Collected data entries:
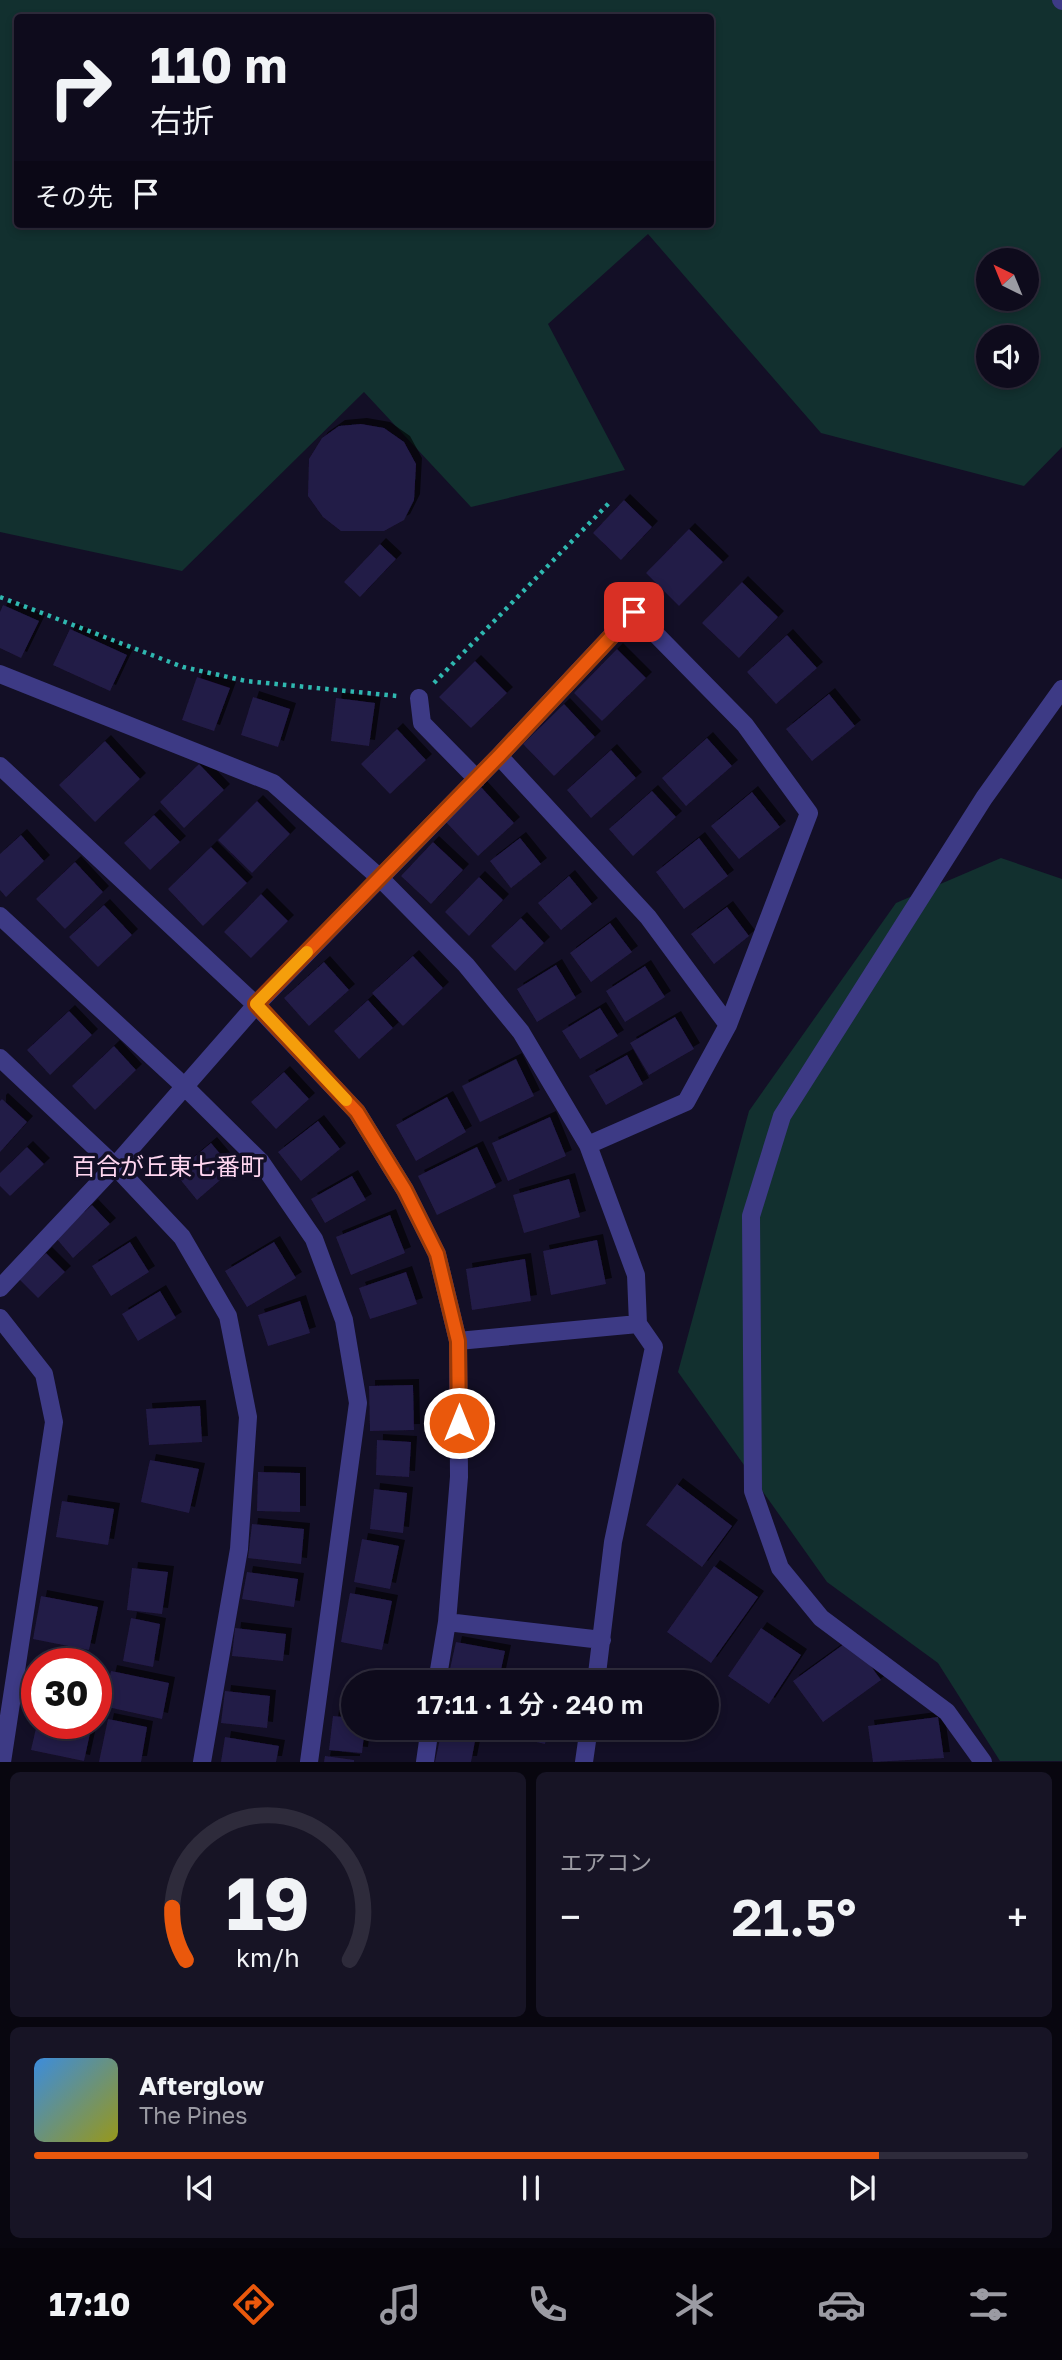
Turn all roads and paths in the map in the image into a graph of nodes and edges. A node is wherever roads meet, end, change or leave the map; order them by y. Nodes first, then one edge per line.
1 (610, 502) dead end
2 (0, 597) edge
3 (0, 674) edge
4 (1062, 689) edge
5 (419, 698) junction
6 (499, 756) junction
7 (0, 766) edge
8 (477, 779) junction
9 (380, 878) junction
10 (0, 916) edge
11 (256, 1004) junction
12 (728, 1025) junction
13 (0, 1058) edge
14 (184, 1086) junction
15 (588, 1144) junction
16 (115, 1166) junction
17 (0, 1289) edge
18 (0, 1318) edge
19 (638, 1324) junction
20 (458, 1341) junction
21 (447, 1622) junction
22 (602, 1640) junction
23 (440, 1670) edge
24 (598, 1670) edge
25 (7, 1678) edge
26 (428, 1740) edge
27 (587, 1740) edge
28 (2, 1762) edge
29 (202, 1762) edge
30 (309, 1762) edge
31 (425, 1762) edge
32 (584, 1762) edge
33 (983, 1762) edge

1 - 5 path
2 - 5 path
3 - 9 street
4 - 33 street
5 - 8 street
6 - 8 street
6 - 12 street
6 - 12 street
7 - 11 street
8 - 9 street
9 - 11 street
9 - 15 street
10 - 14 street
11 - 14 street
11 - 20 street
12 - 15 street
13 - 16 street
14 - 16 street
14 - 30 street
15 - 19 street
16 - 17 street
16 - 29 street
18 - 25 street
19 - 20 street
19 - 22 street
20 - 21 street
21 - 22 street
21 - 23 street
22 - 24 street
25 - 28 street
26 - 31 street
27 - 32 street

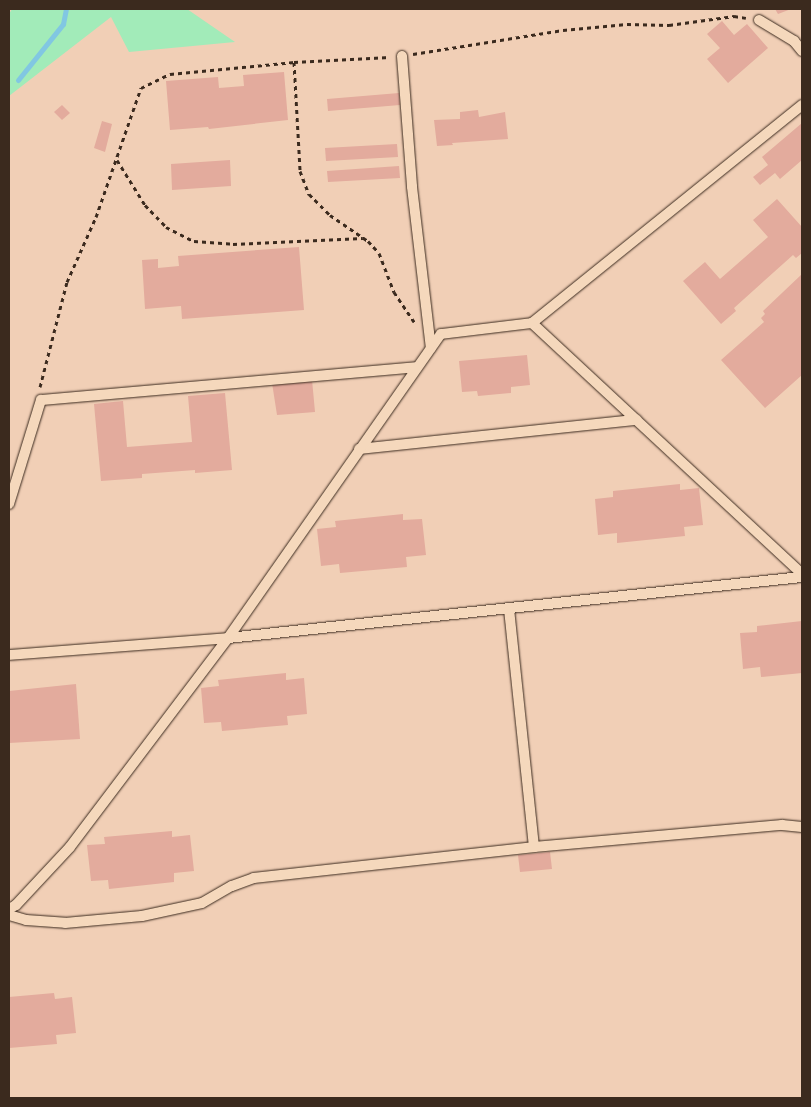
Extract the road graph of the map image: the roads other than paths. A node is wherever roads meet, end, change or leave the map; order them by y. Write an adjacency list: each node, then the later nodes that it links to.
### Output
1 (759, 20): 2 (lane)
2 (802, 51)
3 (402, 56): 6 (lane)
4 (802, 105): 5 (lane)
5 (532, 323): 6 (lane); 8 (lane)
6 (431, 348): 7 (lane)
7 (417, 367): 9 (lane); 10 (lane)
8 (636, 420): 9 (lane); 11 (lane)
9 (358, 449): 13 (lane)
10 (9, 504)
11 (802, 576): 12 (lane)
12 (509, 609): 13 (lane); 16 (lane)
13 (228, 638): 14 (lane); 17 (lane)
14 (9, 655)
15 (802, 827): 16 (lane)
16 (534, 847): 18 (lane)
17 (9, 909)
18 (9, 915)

→ **Requirement**: For each entry, repeat its text exactly and leave out any picture it holds.

→ **Solution to this task**:
Turn all roads and paths in the map in the image into a graph of nodes and edges. A node is wherever roads meet, end, change or leave the map; order them by y. Nodes first, then one edge per line.
1 (610, 502) dead end
2 (0, 597) edge
3 (0, 674) edge
4 (1062, 689) edge
5 (419, 698) junction
6 (499, 756) junction
7 (0, 766) edge
8 (477, 779) junction
9 (380, 878) junction
10 (0, 916) edge
11 (256, 1004) junction
12 (728, 1025) junction
13 (0, 1058) edge
14 (184, 1086) junction
15 (588, 1144) junction
16 (115, 1166) junction
17 (0, 1289) edge
18 (0, 1318) edge
19 (638, 1324) junction
20 (458, 1341) junction
21 (447, 1622) junction
22 (602, 1640) junction
23 (440, 1670) edge
24 (598, 1670) edge
25 (7, 1678) edge
26 (428, 1740) edge
27 (587, 1740) edge
28 (2, 1762) edge
29 (202, 1762) edge
30 (309, 1762) edge
31 (425, 1762) edge
32 (584, 1762) edge
33 (983, 1762) edge

1 - 5 path
2 - 5 path
3 - 9 street
4 - 33 street
5 - 8 street
6 - 8 street
6 - 12 street
6 - 12 street
7 - 11 street
8 - 9 street
9 - 11 street
9 - 15 street
10 - 14 street
11 - 14 street
11 - 20 street
12 - 15 street
13 - 16 street
14 - 16 street
14 - 30 street
15 - 19 street
16 - 17 street
16 - 29 street
18 - 25 street
19 - 20 street
19 - 22 street
20 - 21 street
21 - 22 street
21 - 23 street
22 - 24 street
25 - 28 street
26 - 31 street
27 - 32 street

Extract the road graph of the map image: the roads other than paths. A node is wherever roads meet, end, change or leave the map; order them by y. Write an adjacency list: each node, then the later nodes that it links to.
### Output
1 (759, 20): 2 (lane)
2 (802, 51)
3 (402, 56): 6 (lane)
4 (802, 105): 5 (lane)
5 (532, 323): 6 (lane); 8 (lane)
6 (431, 348): 7 (lane)
7 (417, 367): 9 (lane); 10 (lane)
8 (636, 420): 9 (lane); 11 (lane)
9 (358, 449): 13 (lane)
10 (9, 504)
11 (802, 576): 12 (lane)
12 (509, 609): 13 (lane); 16 (lane)
13 (228, 638): 14 (lane); 17 (lane)
14 (9, 655)
15 (802, 827): 16 (lane)
16 (534, 847): 18 (lane)
17 (9, 909)
18 (9, 915)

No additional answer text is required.